In case you missed it: Part 1
“Yes.” Robert had a bad feeling about this — the caller ID said “US STATE DEPT” and his imagination immediately furnished a long list of terrible things that could have happened to Monica.
“Your wife, Monica. Is she available?”
“Um, no. She’s in Amsterdam at the moment.”
“Very good. Could you briefly tell me where the two of you met, and when you were married?”
“Sure. We were students at Michigan Tech — I was in mechanical engineering, she was in electrical engineering. We got married in 1996.”
“Where does she work and what does she do there?”
“She’s a product manager at Framintek. Since she was born in the Netherlands, they send her to Europe to deal with technical issues from time to time.”
“All right. Now could you describe her?”
“Sure! She’s five foot-six, short brown hair, brown eyes, weighs about 150 pounds…”
“Excellent. Thank you for your time, Mr. Germain. Your wife ran into some trouble in Amsterdam — her purse was stolen, with all her ID — and amazingly enough, she’s a dead ringer for a wanted criminal in the Netherlands. We’re going to issue her a temporary passport and help her get home as soon as possible.”
Monique had never flown before, and the experience was rather unsettling: the deep hum of the engines, the way the aircraft vibrated even after leaving the ground, the noise of the landing gear retracting — but the politie and the Netherlands were now behind her. A new life, a new name, and nothing to do for the next eight hours. “I must be the luckiest woman in the world,” she whispered to herself, then willed herself to sleep.
The pilot’s voice awoke her. “Ladies and gentlemen, we will be landing at JFK airport shortly. For those of you on the right side of the craft, you can see the Statue of Liberty. Please put up your tray tables and return your seats to their full upright position; and as always, thank you for flying Northwest Airlines.” He continued to chatter about connecting flights and the local weather, but Monique tuned him out and looked out the window.
Rob sat and fretted. No word from Monica — no surprise there, if her purse was stolen then her cellphone was gone too — and the guy at the State Department hadn’t told him if she was going to make her flight. He missed her when she was gone, and he’d really wanted to surprise her at the airport with a bouquet. He decided to sit tight, wait for her to call when she arrived Stateside, and order take-out from her favorite Thai place. He turned on the news station and settled into his lounge chair with a book.

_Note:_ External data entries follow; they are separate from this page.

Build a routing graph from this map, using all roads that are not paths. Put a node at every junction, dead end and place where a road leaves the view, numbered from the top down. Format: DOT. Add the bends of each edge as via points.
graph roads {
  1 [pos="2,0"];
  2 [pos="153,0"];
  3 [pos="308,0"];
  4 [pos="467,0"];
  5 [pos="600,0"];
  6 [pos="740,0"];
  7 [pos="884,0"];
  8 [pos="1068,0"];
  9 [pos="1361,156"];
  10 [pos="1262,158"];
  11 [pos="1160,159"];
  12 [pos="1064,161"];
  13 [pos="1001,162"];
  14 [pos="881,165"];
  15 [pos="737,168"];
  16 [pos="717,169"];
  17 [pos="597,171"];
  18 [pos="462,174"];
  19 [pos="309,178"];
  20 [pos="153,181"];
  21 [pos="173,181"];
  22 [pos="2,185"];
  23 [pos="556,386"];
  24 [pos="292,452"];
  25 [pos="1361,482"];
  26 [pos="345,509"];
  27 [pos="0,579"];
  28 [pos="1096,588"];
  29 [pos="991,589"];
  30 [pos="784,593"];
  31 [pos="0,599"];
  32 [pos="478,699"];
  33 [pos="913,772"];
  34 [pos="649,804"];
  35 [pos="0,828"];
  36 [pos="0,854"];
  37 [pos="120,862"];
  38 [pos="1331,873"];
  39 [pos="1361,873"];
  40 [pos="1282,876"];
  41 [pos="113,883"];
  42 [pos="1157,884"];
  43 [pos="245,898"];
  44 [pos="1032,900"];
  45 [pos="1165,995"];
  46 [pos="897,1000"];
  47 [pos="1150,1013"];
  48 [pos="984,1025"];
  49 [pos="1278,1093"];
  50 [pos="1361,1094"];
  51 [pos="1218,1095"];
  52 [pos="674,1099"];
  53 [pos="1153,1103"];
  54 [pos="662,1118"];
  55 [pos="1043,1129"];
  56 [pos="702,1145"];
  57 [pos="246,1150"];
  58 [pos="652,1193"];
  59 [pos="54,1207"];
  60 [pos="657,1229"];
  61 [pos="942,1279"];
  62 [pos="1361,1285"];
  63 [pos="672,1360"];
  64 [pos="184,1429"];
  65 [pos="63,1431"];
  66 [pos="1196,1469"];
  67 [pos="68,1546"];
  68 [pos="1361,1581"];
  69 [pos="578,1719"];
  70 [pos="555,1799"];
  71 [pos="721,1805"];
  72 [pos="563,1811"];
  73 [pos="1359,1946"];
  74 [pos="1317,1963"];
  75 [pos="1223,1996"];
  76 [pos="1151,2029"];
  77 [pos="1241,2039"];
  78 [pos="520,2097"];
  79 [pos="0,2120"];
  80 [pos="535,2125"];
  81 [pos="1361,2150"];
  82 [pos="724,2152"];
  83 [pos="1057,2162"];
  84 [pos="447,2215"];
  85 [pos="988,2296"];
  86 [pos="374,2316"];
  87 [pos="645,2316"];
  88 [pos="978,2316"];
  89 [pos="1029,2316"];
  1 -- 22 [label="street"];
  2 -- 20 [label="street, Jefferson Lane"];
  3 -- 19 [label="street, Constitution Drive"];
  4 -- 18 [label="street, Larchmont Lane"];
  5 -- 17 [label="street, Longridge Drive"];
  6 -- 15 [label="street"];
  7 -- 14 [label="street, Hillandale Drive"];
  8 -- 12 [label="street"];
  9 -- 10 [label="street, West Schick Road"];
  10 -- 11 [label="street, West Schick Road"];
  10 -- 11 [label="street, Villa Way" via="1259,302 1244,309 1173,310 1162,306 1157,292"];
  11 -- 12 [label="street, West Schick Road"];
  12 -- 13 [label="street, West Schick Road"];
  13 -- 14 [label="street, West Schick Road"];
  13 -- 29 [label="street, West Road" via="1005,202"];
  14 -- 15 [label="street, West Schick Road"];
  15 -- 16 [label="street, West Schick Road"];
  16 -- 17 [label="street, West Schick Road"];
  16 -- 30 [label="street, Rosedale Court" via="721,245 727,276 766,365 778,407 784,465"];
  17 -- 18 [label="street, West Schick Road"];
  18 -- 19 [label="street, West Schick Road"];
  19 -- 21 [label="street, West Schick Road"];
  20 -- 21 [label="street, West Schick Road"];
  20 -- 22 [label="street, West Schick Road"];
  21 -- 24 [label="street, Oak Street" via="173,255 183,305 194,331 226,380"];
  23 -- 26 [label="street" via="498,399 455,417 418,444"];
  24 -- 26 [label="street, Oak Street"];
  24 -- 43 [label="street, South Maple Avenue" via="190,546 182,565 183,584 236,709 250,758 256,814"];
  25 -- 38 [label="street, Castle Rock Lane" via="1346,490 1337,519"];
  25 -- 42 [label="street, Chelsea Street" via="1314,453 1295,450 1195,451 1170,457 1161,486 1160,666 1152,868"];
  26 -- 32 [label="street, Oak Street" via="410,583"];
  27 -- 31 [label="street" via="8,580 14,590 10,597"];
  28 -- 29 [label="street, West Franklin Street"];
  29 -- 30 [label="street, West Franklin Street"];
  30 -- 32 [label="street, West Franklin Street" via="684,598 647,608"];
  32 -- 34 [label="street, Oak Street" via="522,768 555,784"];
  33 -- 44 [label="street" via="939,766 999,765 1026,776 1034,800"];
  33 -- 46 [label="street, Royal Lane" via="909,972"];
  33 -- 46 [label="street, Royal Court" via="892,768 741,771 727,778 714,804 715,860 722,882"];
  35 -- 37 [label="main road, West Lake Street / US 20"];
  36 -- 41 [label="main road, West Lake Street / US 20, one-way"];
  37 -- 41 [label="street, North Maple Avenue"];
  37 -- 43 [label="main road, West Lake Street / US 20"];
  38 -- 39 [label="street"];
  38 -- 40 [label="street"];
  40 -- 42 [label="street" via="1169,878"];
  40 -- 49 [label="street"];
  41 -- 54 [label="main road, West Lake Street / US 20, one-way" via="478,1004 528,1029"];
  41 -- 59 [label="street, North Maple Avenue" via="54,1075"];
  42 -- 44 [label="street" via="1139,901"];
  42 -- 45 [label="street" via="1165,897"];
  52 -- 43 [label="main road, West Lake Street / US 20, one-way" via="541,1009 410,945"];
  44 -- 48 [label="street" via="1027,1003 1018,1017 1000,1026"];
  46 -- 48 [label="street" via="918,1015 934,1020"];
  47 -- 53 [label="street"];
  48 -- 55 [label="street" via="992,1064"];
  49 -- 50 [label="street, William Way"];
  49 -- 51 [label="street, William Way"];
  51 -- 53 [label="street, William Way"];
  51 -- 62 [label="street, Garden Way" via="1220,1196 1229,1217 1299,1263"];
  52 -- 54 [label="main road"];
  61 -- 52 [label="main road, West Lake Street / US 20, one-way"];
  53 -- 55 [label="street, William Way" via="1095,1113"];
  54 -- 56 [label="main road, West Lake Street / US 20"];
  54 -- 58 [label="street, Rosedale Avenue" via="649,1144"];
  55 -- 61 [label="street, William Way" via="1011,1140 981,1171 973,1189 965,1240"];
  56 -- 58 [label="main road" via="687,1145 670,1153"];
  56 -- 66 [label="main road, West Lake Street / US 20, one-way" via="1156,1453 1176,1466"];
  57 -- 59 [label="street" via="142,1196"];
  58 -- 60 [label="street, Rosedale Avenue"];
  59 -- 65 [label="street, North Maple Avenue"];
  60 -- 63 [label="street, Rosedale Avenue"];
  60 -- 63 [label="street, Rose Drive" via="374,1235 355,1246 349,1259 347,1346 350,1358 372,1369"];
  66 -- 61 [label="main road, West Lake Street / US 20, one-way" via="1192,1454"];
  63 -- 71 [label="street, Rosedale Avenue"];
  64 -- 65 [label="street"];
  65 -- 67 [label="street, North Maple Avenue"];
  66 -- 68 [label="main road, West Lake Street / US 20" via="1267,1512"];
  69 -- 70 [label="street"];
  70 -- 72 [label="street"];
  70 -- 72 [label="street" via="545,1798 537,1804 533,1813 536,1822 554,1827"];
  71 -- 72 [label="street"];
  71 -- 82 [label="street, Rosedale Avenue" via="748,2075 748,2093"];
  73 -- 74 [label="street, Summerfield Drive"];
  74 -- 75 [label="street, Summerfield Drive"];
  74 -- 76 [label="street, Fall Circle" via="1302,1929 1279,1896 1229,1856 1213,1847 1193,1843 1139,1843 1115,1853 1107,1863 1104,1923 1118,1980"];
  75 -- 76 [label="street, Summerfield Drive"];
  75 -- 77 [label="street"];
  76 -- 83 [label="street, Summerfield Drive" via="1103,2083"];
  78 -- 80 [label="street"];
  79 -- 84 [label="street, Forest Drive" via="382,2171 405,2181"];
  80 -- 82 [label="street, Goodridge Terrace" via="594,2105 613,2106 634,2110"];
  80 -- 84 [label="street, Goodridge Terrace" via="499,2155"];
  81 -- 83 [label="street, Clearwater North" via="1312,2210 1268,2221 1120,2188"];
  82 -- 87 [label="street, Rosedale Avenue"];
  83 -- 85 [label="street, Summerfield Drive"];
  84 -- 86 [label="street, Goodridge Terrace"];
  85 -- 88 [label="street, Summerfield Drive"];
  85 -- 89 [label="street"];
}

More disconcerting rumbles as the flaps deployed and the landing gear came down. Just a few more minutes, Monique thought, watching the runway rush by her window. A jolt as the plane touched down, then a sickening lurch and the plane dipped to the right. Monica barely heard the shrieks from other passengers as she saw a piece of the wing hurtle past, trailing sparks and debris. I think my luck just ran out, as a spindly tower leaped toward her.
“Breaking news about a plane crash at New York’s JFK airport,” the newscaster broke in. Rob jumped, his book tumbling to the floor. “The landing gear on Northwest flight 86 from Amsterdam apparently collapsed as it landed just minutes ago, sending the aircraft skidding across the runway and into a communications tower. There are reports of serious injuries, but no confirmed deaths at this time—”
That was all Rob heard. He rushed into the kitchen and snatched Monica’s itinerary from the refrigerator. “Oh God oh God oh God,” he said, reading Northwest 86 3:50 pm. He bolted out the door, and was on the way to New York in seconds.
It was past eight by the time Rob arrived at the airport. He bolted to the Northwest counter, where a hand-lettered sign promised FLIGHT 86 PASSENGER INFO. “My wife— I think she was on that flight— where would she be now?”
The sympathetic black woman patted his hand. “We’ll try to help you. What’s her name?”
“Monica. Monica Germain.”
“Sir… I don’t see her name on the passenger list. There’s a Monica Pappas listed here, would she have been traveling under another name?”
“No— I don’t know. Her passport was stolen this morning; the State Department called me to verify her ID and said they’d get her home as soon as possible. Could I maybe describe her? She’s about your height—”
The desk clerk shook her head. “Sir, I didn’t see any of the passengers. Jamaica Hospital is where they took everyone; it’s north on the Van Wyck Expressway to Exit 6. They may be able to help you there.”
About the same time, Monica stepped off the jetway and headed to Customs. That was not something she really looked forward to, with a temporary passport in hand, but perhaps the Consulate had sent word ahead. Right now, all she wanted to do was get her bags, find the nearest hotel, and get some sleep. Rob was probably worried about her, so she’d call him collect as soon as she could find an increasingly-rare payphone. Thank God it was Saturday, New York rush hours were horrendous.
After reaching the answering machine, the collect call wouldn’t go through. Rob might be treating himself to a little supper at McVann’s. Surely he knew she would have missed her first flight.